PostgreSQL 15: Stats Collector Gone? What’s New?

jandrewrogers · on Aug 29, 2022

I look forward to trying this out and seeing how this architecture change works in practice. For large Postgres databases (tens of TB in my experience), the old stats collector architecture was a reliable source of operational bugs that didn't have any real fixes, and this has been the case for a long time. If those issues start being addressed by these changes, that is a huge boon for people with large Postgres instances and will significantly improve its scalability story.

This could be a really important change, especially for people with large instances.

eric4smith · on Aug 29, 2022

We are running pg11 for fairly big databases (almost terabyte size data directory).

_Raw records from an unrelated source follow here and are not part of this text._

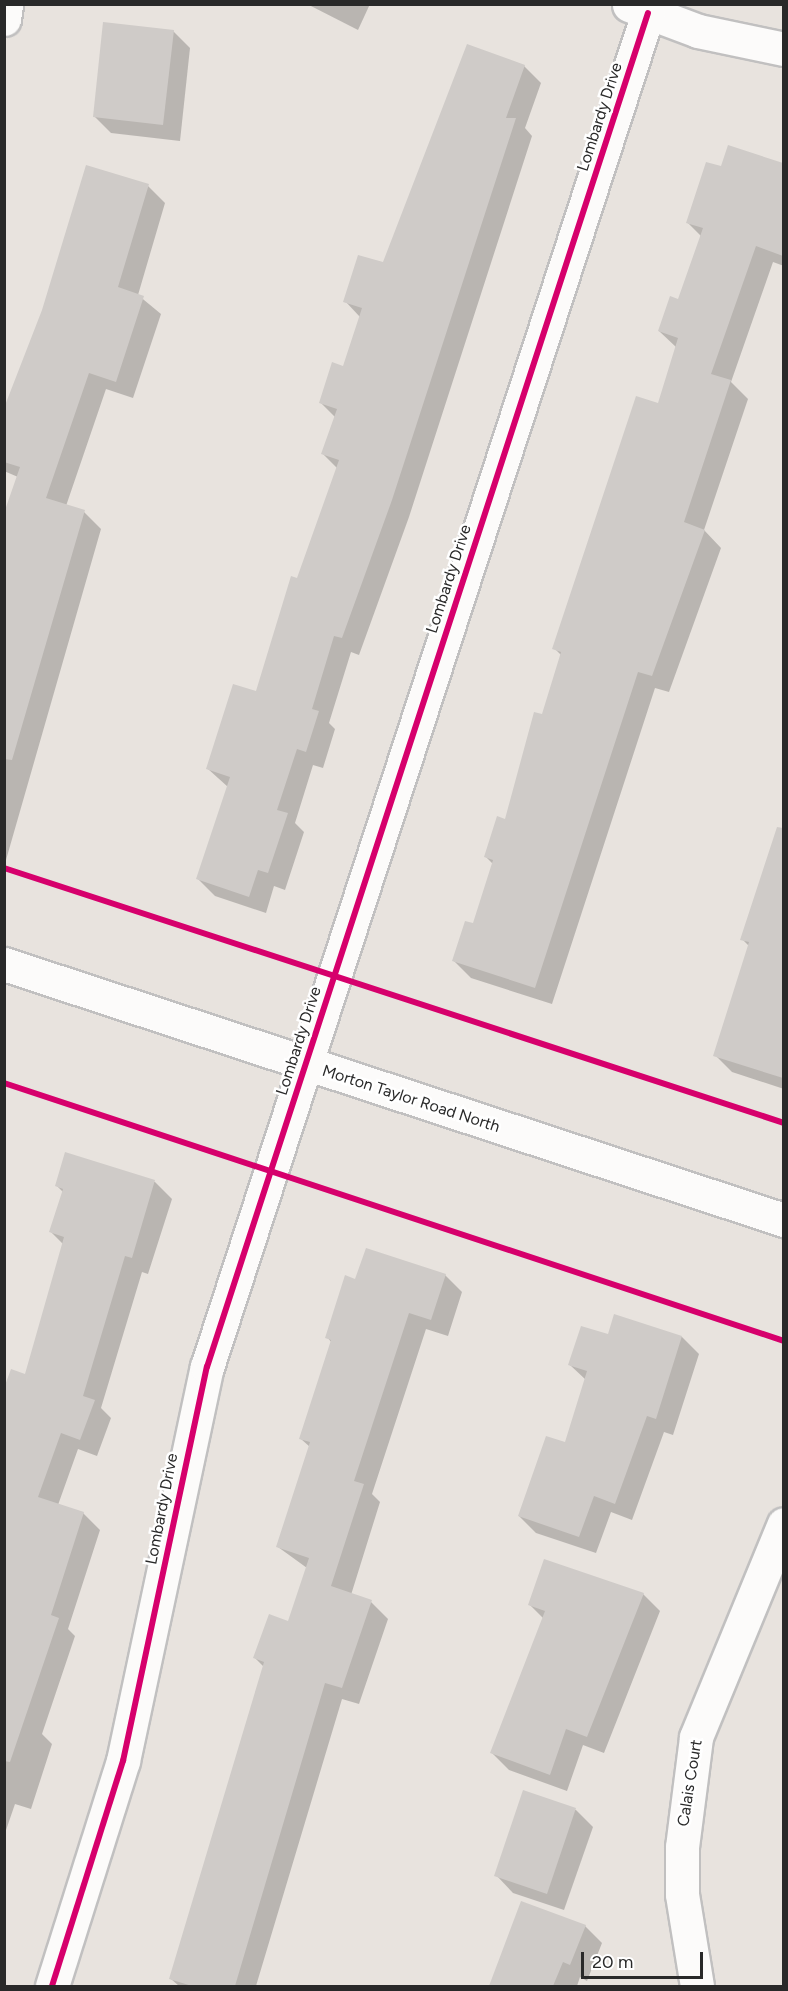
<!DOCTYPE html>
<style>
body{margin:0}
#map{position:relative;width:788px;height:1991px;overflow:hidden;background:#e8e3de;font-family:Figtree,sans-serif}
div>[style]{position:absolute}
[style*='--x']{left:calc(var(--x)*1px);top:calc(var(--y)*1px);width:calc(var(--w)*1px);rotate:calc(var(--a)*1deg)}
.shadow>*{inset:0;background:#0003}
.building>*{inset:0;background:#cfcbc8}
.roads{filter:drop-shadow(2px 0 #c1c0c0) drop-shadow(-2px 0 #c1c0c0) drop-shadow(0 2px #c1c0c0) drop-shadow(0 -2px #c1c0c0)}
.minor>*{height:33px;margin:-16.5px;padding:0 16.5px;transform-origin:16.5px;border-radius:16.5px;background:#fcfbfa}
.tertiary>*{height:33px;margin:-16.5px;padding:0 16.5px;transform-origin:16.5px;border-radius:16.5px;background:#fcfbfa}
.cycleway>*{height:6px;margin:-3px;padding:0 3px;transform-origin:3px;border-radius:3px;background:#d6006c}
span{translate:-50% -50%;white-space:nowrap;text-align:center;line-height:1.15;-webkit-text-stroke:5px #fff;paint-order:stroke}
.street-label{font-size:16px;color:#292929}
.frame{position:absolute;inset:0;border:6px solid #292929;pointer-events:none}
.scale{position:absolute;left:581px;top:1952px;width:122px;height:27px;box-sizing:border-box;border:3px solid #292929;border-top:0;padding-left:8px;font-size:18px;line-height:21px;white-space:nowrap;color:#292929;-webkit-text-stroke:4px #fff;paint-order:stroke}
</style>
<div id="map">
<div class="shadow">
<div style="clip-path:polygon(307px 4px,370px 4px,358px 30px)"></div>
<div style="clip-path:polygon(173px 31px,190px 48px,180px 141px,111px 133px,94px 116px)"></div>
<div style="clip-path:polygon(524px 66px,541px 83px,525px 128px,532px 136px,409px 517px,359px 655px,351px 652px,329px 723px,335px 729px,323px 768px,313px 765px,295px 823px,304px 832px,285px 890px,274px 886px,266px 913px,215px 896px,198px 879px,228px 787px,208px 769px,256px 693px,338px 469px,323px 454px,335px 417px,320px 402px,344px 368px,360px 317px,345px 301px,383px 264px)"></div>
<div style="clip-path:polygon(729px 147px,784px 165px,784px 266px,773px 262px,731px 382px,748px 399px,704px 530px,721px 548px,669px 692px,655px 688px,552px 1004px,471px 978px,454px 961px,474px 925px,493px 864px,486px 857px,506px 821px,543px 716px,562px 656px,554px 648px,659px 405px,677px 348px,659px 331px,679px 301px,701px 236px,687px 222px,722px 168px)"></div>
<div style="clip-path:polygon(148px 186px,165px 203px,138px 295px,161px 314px,133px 398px,106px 389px,66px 506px,84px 512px,101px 529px,6px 860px,4px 518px,18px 477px,4px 471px,4px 415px)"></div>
<div style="clip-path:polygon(768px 858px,784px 862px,784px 1089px,732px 1072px,715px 1055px,749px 946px,742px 939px)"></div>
<div style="clip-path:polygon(66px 1154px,155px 1182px,172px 1199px,148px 1274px,142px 1272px,101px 1408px,111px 1418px,97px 1456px,78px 1449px,58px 1505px,83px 1513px,100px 1530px,68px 1629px,75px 1636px,42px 1734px,52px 1744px,31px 1809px,15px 1804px,4px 1836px,4px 1392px,26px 1376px,64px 1245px,51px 1232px,63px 1192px,57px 1186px)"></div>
<div style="clip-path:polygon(445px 1275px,462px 1292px,448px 1336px,426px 1329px,372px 1494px,380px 1502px,351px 1595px,371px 1602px,388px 1619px,359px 1704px,342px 1699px,256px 1986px,179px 1986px,171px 1979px,264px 1667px,255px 1658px,289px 1623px,307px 1568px,278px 1547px,310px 1447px,301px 1439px,332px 1343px,327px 1337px,356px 1281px)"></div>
<div style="clip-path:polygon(609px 1336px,682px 1337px,699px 1354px,673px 1435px,664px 1432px,632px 1520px,611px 1512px,596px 1553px,536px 1533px,519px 1516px,566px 1444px,586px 1380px,570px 1365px)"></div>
<div style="clip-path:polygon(643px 1594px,660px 1611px,604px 1753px,583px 1745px,567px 1791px,509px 1770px,492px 1753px,544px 1619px,530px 1605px)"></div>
<div style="clip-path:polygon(524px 1792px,576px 1810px,593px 1827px,564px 1910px,513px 1893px,496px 1875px)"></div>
<div style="clip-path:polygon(522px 1903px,585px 1926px,602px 1943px,587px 1981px,580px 1977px,577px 1986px,490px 1986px)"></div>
</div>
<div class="building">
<div style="clip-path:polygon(103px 22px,174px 30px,163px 125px,93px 117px)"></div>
<div style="clip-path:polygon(467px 44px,525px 65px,506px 118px,516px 118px,392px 500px,342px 638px,334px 636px,312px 709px,319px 711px,306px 752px,297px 749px,277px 810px,288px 813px,268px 873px,258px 870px,249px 897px,196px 879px,230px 777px,206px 769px,233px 684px,256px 691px,291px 576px,297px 578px,339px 460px,321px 454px,337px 409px,319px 403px,332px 362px,343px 366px,362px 308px,343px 302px,358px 255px,383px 262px)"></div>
<div style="clip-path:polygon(728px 145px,783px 163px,783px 256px,756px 246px,711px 374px,731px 380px,684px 522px,705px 530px,652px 676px,638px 672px,535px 988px,452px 961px,465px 921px,473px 923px,493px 860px,484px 857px,497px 816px,505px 819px,534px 712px,542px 714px,561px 652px,552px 649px,636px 396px,658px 403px,678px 338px,658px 331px,670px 296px,678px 299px,703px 228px,686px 223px,706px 162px,721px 166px)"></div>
<div style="clip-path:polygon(86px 165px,149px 184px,118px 287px,144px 296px,116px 382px,89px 373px,46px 498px,85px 510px,12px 760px,4px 759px,4px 513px,20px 467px,4px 462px,4px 408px,42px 310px)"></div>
<div style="clip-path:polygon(777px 827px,783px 828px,783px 1078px,713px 1056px,749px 942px,740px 940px)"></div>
<div style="clip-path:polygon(65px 1152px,155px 1180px,132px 1258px,125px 1256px,83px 1396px,95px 1400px,80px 1440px,61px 1433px,38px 1497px,84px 1512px,51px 1615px,59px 1618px,10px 1762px,4px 1761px,4px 1388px,11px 1369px,25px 1374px,64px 1237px,49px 1232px,63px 1189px,55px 1186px)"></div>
<div style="clip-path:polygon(366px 1248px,446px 1274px,431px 1320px,409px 1313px,354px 1481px,364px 1484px,331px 1586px,372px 1600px,342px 1688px,325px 1683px,235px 1986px,192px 1986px,169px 1979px,264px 1662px,253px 1658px,269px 1614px,288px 1621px,309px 1558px,276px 1547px,310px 1442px,299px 1439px,331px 1340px,325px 1338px,345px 1275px,355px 1279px)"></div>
<div style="clip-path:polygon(614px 1314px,682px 1336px,656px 1419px,647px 1416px,615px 1504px,594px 1496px,579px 1537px,518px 1516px,546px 1436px,565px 1442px,587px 1371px,568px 1365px,581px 1326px,608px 1334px)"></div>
<div style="clip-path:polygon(544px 1559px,644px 1593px,587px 1737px,566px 1729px,550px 1775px,490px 1753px,545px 1611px,528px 1605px)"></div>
<div style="clip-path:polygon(523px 1790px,576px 1808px,547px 1894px,494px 1876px)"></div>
<div style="clip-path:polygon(521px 1901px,586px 1925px,570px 1965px,563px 1962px,553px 1986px,489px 1986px)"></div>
</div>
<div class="roads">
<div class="minor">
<div style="--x:629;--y:5;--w:74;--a:20.6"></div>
<div style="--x:698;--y:31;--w:88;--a:11.8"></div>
<div style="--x:4;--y:19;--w:15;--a:-82"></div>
<div style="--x:52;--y:1986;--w:236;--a:-72.5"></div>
<div style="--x:123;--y:1761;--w:403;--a:-78"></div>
<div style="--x:207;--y:1367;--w:1424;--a:-71.96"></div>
<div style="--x:697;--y:1986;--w:93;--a:-99.3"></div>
<div style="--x:682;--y:1894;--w:47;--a:-90"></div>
<div style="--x:682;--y:1847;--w:111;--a:-82.7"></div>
<div style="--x:696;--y:1737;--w:230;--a:-67.6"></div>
</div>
<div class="tertiary">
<div style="--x:4;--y:964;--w:821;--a:18.17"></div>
</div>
</div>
<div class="cycleway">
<div style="--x:4;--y:868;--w:821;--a:18.1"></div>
<div style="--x:4;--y:1083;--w:822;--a:18.3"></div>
<div style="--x:52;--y:1986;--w:236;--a:-72.5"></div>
<div style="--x:123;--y:1761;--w:403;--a:-78"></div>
<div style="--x:207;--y:1367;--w:1424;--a:-71.96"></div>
</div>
<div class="street-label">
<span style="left:600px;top:117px;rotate:-72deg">Lombardy Drive</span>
<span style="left:449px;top:579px;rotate:-72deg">Lombardy Drive</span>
<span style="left:299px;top:1041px;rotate:-72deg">Lombardy Drive</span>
<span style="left:411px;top:1099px;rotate:18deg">Morton Taylor Road North</span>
<span style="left:162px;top:1509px;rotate:-79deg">Lombardy Drive</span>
<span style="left:690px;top:1783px;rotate:-81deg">Calais Court</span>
</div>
<div class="frame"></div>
<div class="scale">20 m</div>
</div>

I was waiting to upgrade to pg12 then 13 then 14.

With this change I seriously think I’ll just upgrade to 15 at the end of the year.

alberth · on Aug 29, 2022

Do you really want to upgrade to a .0 release?

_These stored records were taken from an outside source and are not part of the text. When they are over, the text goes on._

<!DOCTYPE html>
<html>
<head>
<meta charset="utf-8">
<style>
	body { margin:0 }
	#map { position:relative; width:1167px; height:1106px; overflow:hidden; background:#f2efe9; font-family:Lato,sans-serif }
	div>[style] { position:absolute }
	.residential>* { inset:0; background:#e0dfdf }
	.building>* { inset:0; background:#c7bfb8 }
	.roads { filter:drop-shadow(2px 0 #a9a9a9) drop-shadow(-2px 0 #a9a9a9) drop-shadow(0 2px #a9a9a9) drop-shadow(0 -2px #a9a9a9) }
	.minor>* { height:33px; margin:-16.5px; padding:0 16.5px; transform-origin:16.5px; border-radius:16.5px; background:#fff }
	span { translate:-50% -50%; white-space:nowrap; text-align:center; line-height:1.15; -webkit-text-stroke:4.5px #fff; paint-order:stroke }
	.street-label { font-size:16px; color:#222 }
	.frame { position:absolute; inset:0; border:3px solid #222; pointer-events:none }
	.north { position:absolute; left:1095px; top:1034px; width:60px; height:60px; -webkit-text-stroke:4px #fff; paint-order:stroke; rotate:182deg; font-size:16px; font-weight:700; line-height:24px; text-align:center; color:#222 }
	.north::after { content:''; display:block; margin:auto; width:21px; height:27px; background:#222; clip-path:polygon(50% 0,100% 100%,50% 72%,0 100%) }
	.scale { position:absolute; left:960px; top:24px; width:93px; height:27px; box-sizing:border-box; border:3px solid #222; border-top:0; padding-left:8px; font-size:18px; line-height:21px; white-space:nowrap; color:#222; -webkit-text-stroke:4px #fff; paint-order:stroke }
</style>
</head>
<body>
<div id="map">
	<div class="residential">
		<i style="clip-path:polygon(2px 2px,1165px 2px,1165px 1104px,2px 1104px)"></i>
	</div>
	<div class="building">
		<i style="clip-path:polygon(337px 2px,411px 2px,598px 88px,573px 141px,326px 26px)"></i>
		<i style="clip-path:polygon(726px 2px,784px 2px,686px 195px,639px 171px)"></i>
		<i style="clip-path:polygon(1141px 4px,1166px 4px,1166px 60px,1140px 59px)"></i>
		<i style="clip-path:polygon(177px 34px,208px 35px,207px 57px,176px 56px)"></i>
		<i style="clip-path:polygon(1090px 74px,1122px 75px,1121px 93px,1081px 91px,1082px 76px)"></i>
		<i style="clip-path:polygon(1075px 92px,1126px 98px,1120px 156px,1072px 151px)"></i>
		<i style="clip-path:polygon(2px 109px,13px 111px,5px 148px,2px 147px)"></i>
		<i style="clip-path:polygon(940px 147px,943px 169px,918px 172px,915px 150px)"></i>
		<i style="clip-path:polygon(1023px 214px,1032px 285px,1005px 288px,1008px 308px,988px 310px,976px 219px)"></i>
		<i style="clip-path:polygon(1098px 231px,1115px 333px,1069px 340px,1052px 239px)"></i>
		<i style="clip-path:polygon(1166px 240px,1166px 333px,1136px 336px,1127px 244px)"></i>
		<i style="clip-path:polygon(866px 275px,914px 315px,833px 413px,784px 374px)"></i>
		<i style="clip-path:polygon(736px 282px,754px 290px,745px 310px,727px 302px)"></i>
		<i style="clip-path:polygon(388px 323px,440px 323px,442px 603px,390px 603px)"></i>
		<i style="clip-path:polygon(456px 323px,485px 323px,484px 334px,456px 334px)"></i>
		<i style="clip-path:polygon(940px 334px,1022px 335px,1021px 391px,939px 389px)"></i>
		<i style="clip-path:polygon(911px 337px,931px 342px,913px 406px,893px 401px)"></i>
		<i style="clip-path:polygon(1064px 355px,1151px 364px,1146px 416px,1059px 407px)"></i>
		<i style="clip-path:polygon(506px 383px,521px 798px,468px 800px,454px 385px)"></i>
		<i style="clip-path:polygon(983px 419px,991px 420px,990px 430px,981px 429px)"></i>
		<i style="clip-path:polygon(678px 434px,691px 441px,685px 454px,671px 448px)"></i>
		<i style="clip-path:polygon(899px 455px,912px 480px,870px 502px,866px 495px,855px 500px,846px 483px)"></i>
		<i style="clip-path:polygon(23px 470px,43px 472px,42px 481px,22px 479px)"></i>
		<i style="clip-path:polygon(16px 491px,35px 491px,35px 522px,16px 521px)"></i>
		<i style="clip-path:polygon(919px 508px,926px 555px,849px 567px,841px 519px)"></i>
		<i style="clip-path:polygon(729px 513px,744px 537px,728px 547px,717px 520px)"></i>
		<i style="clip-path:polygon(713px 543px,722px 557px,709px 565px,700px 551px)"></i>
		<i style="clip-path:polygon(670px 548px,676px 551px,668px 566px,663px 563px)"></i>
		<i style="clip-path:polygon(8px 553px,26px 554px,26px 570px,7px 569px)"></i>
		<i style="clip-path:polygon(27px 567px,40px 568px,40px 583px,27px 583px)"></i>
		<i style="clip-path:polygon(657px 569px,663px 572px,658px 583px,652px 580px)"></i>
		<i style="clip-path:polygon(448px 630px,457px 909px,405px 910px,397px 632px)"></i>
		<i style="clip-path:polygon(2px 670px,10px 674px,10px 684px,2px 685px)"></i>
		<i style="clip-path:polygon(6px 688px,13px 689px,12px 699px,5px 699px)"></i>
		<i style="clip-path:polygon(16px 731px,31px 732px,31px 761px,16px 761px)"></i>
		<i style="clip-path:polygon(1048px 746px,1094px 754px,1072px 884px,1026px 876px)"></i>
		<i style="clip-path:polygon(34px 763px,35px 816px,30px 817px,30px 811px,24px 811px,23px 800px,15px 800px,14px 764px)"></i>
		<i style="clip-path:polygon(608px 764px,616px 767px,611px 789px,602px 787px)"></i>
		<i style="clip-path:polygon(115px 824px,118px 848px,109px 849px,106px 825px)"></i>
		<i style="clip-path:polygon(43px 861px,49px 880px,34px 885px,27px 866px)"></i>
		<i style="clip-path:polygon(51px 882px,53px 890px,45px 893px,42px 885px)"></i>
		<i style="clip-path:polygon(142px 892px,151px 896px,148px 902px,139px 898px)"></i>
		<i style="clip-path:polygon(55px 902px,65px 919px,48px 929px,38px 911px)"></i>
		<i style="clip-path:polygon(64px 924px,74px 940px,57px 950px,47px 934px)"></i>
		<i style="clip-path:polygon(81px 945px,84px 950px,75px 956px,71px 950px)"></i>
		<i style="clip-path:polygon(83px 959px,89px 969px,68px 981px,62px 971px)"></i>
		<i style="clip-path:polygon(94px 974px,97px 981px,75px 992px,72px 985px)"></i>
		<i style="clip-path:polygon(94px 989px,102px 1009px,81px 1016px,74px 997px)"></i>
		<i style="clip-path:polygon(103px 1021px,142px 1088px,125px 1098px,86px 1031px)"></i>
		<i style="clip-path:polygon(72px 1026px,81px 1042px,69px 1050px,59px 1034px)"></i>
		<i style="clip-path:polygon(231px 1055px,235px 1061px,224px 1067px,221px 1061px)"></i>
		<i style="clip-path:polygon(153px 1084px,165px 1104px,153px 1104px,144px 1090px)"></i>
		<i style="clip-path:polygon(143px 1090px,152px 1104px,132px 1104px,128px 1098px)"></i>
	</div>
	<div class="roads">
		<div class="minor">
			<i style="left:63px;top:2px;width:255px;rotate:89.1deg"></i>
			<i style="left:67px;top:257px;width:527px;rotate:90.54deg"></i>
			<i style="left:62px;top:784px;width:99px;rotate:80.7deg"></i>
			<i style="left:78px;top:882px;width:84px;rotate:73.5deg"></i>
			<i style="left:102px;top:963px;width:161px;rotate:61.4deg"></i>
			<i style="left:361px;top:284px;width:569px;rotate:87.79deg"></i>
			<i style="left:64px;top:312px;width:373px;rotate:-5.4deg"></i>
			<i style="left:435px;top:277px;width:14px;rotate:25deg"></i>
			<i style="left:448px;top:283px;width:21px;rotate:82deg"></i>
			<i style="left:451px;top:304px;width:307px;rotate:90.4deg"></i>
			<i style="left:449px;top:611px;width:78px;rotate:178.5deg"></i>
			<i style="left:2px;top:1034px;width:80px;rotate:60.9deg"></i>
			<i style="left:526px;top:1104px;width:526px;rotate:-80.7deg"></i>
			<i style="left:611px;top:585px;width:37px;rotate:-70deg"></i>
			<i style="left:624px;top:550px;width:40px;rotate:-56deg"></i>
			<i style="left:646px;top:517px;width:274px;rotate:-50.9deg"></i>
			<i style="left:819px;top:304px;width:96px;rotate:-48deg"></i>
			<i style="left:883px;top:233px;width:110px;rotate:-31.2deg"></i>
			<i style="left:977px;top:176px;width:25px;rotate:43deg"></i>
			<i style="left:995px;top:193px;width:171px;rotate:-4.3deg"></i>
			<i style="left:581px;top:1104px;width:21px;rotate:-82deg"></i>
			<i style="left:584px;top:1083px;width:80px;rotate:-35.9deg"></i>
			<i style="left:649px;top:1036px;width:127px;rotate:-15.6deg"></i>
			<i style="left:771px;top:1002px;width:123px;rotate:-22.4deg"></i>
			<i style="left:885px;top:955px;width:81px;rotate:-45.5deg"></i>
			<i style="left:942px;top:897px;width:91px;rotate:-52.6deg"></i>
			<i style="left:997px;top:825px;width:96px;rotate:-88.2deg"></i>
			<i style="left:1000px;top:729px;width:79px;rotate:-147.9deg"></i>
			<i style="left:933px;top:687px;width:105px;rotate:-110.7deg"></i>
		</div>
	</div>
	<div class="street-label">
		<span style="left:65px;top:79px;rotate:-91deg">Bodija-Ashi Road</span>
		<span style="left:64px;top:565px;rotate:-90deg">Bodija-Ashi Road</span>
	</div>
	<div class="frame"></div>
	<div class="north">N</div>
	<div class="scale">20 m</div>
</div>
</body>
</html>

Now is the perfect time to update to pg14 because it’s on rev 5 (14.5).

pilif · on Aug 29, 2022

To give some anecdata: I have been bitten twice by going to a .0 release with Postgres, once by index corruption and once by some subqueries returning wrong results in some cases.

I have since decided to always wait for a .1 with Postgres before updating.

The good news is that this is only a few weeks past the initial release.

Now if only more people upgraded during the RC phase already, then everybody could go to a .0 release.

And conversely, if everybody follows my (and your) advice, then .2 will be the new .1.

It’s never easy

PikachuEXE · on Aug 29, 2022

Depends on how great you trust the quality of those released. `.1` is usually good enough for PSQL except the following issue.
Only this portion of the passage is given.